Member of the Grand National Assembly
- In office 20 October 1991 – 24 December 1995
- Constituency: Istanbul (1991)

Personal details
- Born: 1946 (age 79–80) Istanbul, Turkey
- Education: Robert College
- Alma mater: Denison University (BS) Stanford Graduate School of Business (MBA) Boğaziçi University (PhD)
- Occupation: Politician; businessman;

= Cem Kozlu =

Turkish businessman, politician and writer

Mehmet Cem Kozlu (born 1946, Istanbul) is a Turkish businessman, politician and writer. He was the CEO of Turkish Airlines before joining the Motherland Party and becoming an MP.

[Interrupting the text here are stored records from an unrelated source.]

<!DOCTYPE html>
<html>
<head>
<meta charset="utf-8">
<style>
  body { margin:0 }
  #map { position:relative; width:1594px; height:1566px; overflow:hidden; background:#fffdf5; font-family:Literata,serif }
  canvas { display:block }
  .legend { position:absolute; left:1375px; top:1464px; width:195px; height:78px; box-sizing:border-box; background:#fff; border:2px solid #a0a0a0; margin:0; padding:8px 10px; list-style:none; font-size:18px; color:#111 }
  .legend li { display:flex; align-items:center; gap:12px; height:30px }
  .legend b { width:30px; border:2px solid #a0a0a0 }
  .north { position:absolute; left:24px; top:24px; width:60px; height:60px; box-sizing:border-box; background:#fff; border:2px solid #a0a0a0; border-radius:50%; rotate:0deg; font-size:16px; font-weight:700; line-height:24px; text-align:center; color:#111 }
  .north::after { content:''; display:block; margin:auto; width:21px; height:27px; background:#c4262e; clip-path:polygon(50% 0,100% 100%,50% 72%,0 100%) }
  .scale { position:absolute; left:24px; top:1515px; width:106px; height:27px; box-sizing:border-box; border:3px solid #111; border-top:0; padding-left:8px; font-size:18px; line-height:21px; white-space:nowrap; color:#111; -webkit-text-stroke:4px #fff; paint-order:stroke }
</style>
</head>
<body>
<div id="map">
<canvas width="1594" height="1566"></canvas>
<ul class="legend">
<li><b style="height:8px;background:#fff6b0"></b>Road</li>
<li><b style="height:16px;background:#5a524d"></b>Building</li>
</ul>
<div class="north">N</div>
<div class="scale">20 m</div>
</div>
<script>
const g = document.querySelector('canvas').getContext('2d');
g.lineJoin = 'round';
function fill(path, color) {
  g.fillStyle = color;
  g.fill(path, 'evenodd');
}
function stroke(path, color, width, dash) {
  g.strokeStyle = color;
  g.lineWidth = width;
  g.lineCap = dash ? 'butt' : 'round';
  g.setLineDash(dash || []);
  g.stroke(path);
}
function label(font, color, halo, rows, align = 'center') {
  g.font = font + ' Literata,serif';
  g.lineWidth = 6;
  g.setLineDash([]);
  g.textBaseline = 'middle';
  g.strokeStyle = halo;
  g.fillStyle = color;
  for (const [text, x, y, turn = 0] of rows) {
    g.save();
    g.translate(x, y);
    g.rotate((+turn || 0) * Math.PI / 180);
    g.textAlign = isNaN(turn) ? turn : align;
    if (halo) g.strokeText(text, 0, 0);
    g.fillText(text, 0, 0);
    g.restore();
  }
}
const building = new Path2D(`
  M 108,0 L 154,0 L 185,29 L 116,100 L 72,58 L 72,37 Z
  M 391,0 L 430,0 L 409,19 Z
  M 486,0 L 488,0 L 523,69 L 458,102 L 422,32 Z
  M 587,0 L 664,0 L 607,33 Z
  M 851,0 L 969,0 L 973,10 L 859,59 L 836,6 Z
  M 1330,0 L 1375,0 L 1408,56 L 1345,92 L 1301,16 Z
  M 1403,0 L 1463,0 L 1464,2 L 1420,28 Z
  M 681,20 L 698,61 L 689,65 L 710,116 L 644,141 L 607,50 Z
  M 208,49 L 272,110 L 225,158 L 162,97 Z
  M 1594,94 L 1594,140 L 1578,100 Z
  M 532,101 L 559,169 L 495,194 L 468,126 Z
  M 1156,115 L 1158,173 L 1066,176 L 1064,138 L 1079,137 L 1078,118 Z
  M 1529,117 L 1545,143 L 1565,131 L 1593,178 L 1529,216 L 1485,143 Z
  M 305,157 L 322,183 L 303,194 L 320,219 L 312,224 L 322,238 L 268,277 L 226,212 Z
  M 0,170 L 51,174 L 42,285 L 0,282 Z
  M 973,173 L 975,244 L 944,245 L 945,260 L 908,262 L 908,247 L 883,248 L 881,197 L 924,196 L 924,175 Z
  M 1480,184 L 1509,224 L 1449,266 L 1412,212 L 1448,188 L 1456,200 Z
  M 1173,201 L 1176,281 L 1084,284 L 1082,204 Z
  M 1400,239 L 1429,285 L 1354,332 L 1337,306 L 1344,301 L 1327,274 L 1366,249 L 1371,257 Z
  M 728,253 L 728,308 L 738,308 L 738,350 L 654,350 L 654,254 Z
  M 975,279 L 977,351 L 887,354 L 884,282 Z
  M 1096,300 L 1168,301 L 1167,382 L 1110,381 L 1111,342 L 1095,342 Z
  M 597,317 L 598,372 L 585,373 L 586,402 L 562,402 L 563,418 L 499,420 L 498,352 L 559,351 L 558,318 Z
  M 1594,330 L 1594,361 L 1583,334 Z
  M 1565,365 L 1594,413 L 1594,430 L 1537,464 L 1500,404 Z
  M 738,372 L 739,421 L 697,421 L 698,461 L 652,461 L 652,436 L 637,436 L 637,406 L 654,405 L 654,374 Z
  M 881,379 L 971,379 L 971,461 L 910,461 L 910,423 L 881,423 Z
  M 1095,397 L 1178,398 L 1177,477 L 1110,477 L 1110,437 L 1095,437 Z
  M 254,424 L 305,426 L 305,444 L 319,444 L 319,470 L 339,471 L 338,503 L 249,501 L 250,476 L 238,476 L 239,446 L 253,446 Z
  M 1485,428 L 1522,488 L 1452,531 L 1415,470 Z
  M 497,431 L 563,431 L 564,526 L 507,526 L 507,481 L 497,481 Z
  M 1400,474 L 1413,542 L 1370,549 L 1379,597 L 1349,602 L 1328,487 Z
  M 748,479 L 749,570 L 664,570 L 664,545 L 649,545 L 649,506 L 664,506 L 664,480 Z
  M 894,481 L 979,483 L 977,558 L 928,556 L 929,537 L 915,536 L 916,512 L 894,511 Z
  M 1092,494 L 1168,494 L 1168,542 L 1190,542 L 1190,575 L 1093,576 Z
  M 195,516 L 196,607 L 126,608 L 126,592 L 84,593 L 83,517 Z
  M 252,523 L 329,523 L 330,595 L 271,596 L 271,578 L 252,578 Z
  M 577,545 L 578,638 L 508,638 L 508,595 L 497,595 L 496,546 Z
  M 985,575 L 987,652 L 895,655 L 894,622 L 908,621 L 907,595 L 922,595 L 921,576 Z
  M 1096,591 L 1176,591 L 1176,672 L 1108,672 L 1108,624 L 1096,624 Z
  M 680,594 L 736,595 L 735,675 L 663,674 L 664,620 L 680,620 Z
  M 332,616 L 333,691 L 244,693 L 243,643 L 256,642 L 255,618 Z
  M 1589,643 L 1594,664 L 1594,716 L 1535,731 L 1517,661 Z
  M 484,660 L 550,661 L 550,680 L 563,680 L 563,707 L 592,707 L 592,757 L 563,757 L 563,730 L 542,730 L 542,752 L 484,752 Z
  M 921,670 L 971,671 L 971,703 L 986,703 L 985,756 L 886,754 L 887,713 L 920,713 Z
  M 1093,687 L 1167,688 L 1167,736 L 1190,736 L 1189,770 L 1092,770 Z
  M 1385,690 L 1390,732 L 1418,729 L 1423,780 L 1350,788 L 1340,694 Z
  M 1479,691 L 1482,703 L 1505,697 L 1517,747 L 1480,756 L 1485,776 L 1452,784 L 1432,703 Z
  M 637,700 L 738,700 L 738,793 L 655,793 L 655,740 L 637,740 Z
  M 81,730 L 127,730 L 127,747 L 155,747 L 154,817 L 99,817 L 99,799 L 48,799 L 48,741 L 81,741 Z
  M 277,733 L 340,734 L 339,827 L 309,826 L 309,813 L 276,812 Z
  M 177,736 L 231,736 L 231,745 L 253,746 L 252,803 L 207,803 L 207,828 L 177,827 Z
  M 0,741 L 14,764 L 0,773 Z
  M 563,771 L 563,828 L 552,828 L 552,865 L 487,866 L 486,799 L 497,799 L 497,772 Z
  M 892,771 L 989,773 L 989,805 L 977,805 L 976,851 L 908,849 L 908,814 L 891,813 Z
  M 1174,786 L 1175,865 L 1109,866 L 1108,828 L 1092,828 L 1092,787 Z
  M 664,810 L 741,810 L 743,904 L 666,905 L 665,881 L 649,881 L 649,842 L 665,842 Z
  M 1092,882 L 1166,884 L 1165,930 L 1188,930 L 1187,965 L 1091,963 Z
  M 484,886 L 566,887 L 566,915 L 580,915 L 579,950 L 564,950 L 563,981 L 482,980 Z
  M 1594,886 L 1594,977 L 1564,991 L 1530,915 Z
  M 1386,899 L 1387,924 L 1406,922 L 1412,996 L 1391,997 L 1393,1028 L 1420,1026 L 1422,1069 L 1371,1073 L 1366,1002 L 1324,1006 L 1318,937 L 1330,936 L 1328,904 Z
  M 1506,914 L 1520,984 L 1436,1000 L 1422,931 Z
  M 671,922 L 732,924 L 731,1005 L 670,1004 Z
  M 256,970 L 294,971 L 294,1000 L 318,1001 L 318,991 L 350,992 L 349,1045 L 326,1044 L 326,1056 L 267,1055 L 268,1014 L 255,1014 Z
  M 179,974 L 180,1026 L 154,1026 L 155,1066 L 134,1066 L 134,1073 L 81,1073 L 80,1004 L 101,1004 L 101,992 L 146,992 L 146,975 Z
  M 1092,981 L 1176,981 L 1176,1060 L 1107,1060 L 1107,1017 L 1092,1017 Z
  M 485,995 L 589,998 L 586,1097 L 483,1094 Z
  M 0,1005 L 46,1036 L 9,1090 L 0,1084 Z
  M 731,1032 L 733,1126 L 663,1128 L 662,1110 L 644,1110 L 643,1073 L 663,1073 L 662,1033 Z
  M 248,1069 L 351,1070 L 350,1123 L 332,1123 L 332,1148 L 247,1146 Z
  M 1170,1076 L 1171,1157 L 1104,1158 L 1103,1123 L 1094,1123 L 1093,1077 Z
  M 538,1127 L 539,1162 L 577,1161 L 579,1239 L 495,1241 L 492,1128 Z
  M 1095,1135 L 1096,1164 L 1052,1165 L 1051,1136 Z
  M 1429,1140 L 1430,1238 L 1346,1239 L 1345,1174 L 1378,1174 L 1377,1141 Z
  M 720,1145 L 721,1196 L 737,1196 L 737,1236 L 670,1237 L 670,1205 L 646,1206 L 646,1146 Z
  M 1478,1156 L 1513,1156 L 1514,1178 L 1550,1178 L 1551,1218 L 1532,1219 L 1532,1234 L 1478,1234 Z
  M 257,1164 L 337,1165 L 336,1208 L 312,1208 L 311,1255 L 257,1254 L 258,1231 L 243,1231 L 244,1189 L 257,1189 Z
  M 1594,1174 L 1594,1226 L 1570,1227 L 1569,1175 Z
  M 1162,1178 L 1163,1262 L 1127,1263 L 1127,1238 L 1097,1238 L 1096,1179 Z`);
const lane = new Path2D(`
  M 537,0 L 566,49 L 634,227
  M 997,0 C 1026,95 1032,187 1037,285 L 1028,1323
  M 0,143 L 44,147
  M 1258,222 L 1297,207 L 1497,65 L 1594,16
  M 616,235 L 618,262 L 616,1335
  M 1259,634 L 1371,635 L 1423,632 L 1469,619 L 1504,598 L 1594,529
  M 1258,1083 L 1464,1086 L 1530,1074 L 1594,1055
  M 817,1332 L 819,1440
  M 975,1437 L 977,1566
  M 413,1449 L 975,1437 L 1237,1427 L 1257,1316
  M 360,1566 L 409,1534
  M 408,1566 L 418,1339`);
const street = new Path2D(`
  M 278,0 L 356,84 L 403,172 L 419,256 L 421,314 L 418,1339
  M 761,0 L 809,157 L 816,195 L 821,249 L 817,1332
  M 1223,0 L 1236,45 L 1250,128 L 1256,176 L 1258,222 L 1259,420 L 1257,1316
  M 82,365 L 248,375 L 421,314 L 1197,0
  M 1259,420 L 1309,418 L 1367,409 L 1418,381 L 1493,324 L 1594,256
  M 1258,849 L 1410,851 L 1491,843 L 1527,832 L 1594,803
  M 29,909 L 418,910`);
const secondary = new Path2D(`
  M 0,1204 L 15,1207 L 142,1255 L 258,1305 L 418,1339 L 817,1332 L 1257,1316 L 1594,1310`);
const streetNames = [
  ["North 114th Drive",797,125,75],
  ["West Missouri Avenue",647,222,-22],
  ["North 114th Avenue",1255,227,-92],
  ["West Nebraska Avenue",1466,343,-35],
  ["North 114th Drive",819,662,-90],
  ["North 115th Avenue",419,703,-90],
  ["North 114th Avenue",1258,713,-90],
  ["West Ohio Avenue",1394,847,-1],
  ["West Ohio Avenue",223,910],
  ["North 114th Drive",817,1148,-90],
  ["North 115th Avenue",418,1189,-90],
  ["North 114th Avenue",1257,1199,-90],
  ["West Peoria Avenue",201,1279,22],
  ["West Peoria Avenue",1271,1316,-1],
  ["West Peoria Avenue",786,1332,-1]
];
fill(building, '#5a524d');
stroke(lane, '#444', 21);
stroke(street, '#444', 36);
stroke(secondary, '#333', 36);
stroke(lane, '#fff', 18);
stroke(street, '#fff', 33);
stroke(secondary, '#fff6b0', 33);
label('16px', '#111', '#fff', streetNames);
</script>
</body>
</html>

== Early and personal life ==
Kozlu was born in 1946 in Istanbul. He studied at Robert College, Denison University, Stanford University and Boğaziçi University.
Kozlu is married and has two children.

== Career ==
Kozlu was the CEO of Turkish Airlines from 1988 to 1991. During his time in this position, the management approach of the airline changed to give more importance to IT. After leaving, he became an MP at the 19th Parliament of Turkey for the Motherland Party. From 1997 to 2003, he returned to Turkish Airlines and became the chairman of the board. He later worked at The Coca-Cola Company in several positions before retiring in 2006. Kozlu has written 9 books.